I do understand your situation, believe me. Not speaking to each other, dread going home from work every day, not even sitting in the same room with each other for weeks at a time otherwise we were being openly hostile to each other. My ex and I went on like that for several years. He was unfaithful with a co-worker and I had an emotional affair with someone I met in an online game (never met in person or exchanged real names). It makes no difference that I had NEVER cheated before, someone finally started paying attention to me and I liked it. It still made a mess of things and I felt guilty. It was no an excuse that he was unfaithful before I was or that we didn’t love each other anymore.
You will eventually have to make a decision for yourself and hope that you make the right one. No one can tell you to stay or leave since no one has to live your life and with the consequences of your decisions. I would suggest that you think about what it’s worth to you and if you are willing to pay the price, because whether you stay or leave, either choice has a price.
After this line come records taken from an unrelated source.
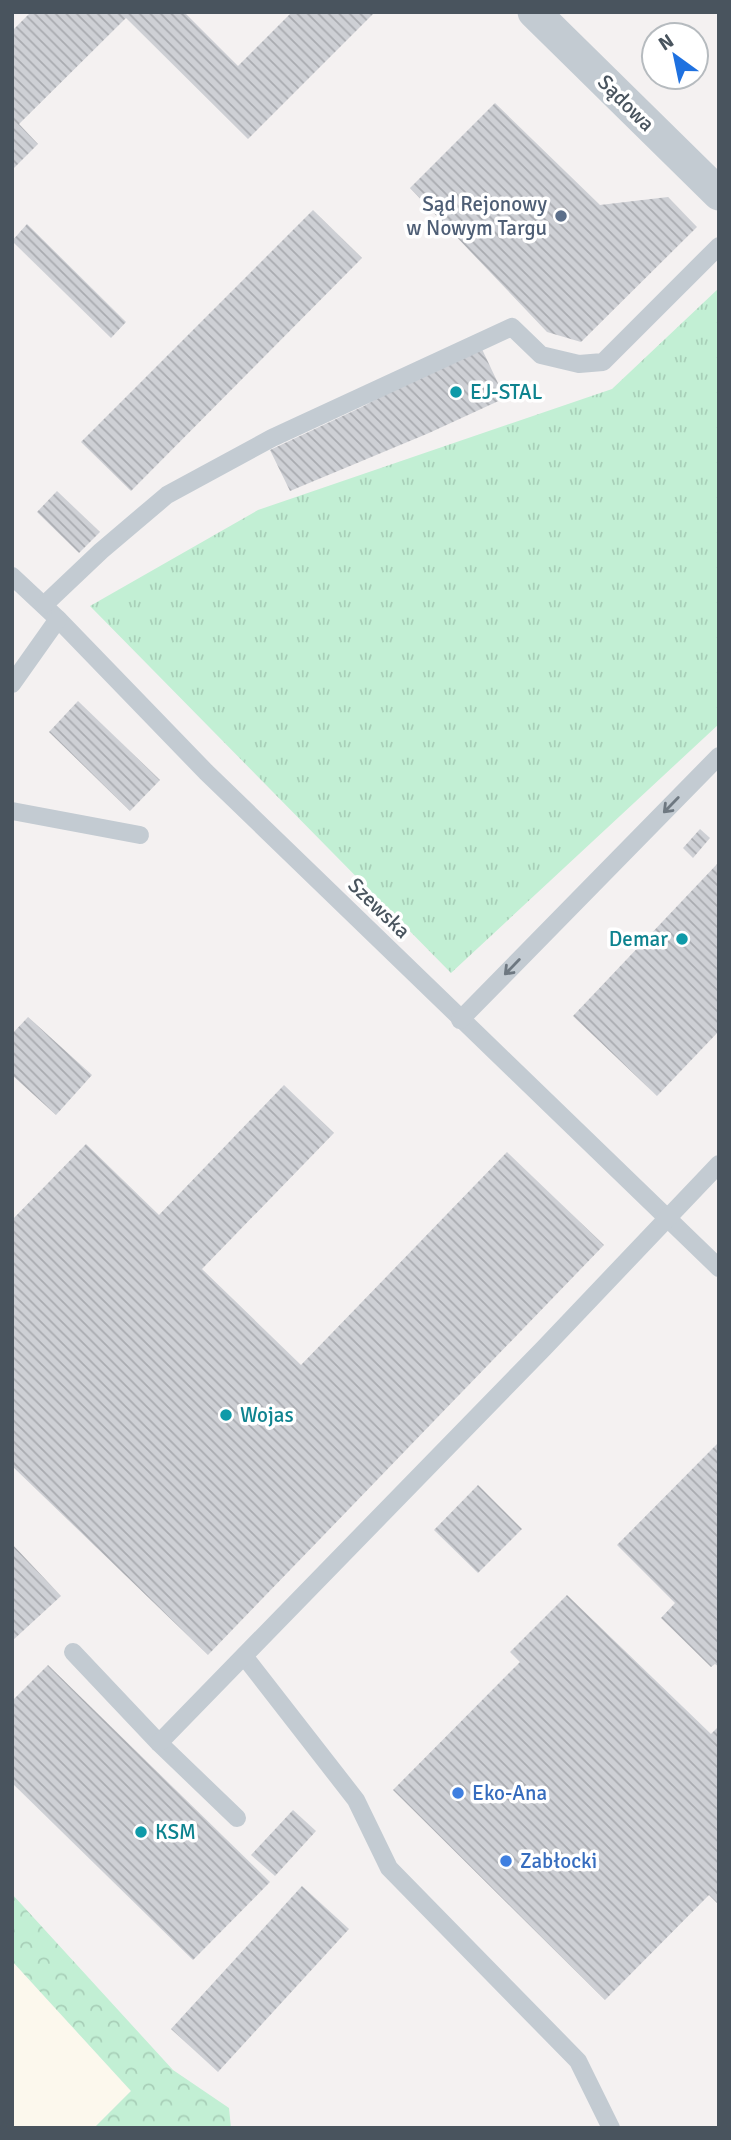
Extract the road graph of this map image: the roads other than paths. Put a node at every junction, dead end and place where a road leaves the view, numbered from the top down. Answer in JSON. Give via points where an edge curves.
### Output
{"nodes":[{"id":1,"x":534,"y":12,"type":"edge"},
{"id":2,"x":719,"y":194,"type":"edge"},
{"id":3,"x":719,"y":246,"type":"edge"},
{"id":4,"x":12,"y":576,"type":"edge"},
{"id":5,"x":44,"y":605,"type":"junction"},
{"id":6,"x":58,"y":619,"type":"junction"},
{"id":7,"x":12,"y":684,"type":"edge"},
{"id":8,"x":719,"y":756,"type":"edge"},
{"id":9,"x":12,"y":811,"type":"edge"},
{"id":10,"x":139,"y":835,"type":"dead end"},
{"id":11,"x":460,"y":1020,"type":"junction"},
{"id":12,"x":719,"y":1164,"type":"edge"},
{"id":13,"x":668,"y":1219,"type":"junction"},
{"id":14,"x":719,"y":1268,"type":"edge"},
{"id":15,"x":73,"y":1652,"type":"dead end"},
{"id":16,"x":244,"y":1656,"type":"junction"},
{"id":17,"x":159,"y":1742,"type":"junction"},
{"id":18,"x":237,"y":1818,"type":"dead end"},
{"id":19,"x":611,"y":2128,"type":"edge"}],
"edges":[{"from":1,"to":2,"type":"street","name":"Sądowa"},
{"from":3,"to":5,"type":"lane","via":[[603,362],[579,364],[541,355],[512,327],[272,438],[167,495]]},
{"from":4,"to":5,"type":"lane","name":"Szewska"},
{"from":5,"to":6,"type":"lane","name":"Szewska"},
{"from":6,"to":7,"type":"lane"},
{"from":6,"to":11,"type":"lane","name":"Szewska","via":[[206,772]]},
{"from":8,"to":11,"type":"lane","one_way":true},
{"from":9,"to":10,"type":"lane"},
{"from":11,"to":13,"type":"lane","name":"Szewska"},
{"from":12,"to":13,"type":"lane"},
{"from":13,"to":14,"type":"lane","name":"Szewska"},
{"from":13,"to":16,"type":"lane"},
{"from":15,"to":17,"type":"lane"},
{"from":16,"to":17,"type":"lane"},
{"from":16,"to":19,"type":"lane","via":[[356,1800],[389,1868],[578,2060]]},
{"from":17,"to":18,"type":"lane"}]}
Hopefully an attorney will post on this…


#11

I presented the papers. She sat on them for a while. Now she has a list of things she wants disclosure on before she will sign, and indicated that she may never sign. The separation papers state that I will continue to pay bills as we have been doing, out of joint account. The decision upon the house and other assets (ED) will be decided at a later date. She is upset that Child Support isn’t addressed. My lawyer said that as long as I’m still paying the bills as we have been doing that IS child support (if not MORE SO). The papers are to address me leaving the house. They protect me from her saying I’m leaving her high and dry. That is my understanding. That I will continue to support financially, but that I don’t want to live there. So she can’t come back and say I’m not ‘supporting’ her and my son. Also…most all of the bills are in my name. She has never done any bill paying. So I would be screwing myself by not paying them.


#12

Wow. Have you looked at the sample separation agreement on the home site here? Just a suggestion…
Paying the bills at the home I believe would be more along the lines of post separation spousal support or alimony instead of child support, at least from what the Child Support Guidelines are. If she is not dependent, meaning that she works, or has an income then you do not HAVE to support her only your son.
If you are planning to divorce 1. Why leave everything in your name? You can have that switched and eventually she will need to get utilities and everything under her own name so why delay the inevitable and in the mean time pay for two households. 2. Why keep a joint account? If you are paying the bills for the house, what happens when she does get evil or vendictive and takes all the money out? 3. A separation agreement should address all the issues. If you are taking the time and spending the money to get them drawn up, I would want them to cover EVERYTHING. Otherwise, you’re leaving alot of things to be decided later after everyone is hurt and angry.
In my opinion, you are not thinking ahead and that leaves you open for a lot of finacial hurt and giving away everything that you are entitled to, but as I said that’s just my opinion.


#13

I have consulted an attorney and have had separation papers drawn up. I told my wife I wanted to separate, but that I would not leave without papers being signed (as advised by my attorney). What happens if I present her with the papers and she refuses to sign? Am I going to have to stay in a house where there is no talking or anything…just going through the motions? This has been going on for a while and I told her 2 weeks ago I wanted out. I have been unhappy for about 3 years now (we do not share a bedroom and I can’t remember the last time we had sex). Counseling has been tried, but I just don’t love my wife anymore. I just had papers drawn up last week. I do not want to get screwed as far as money goes. I will pay child support for our 16 year old boy and will continue to help with bills until the house is sold. I just want out, I am not happy.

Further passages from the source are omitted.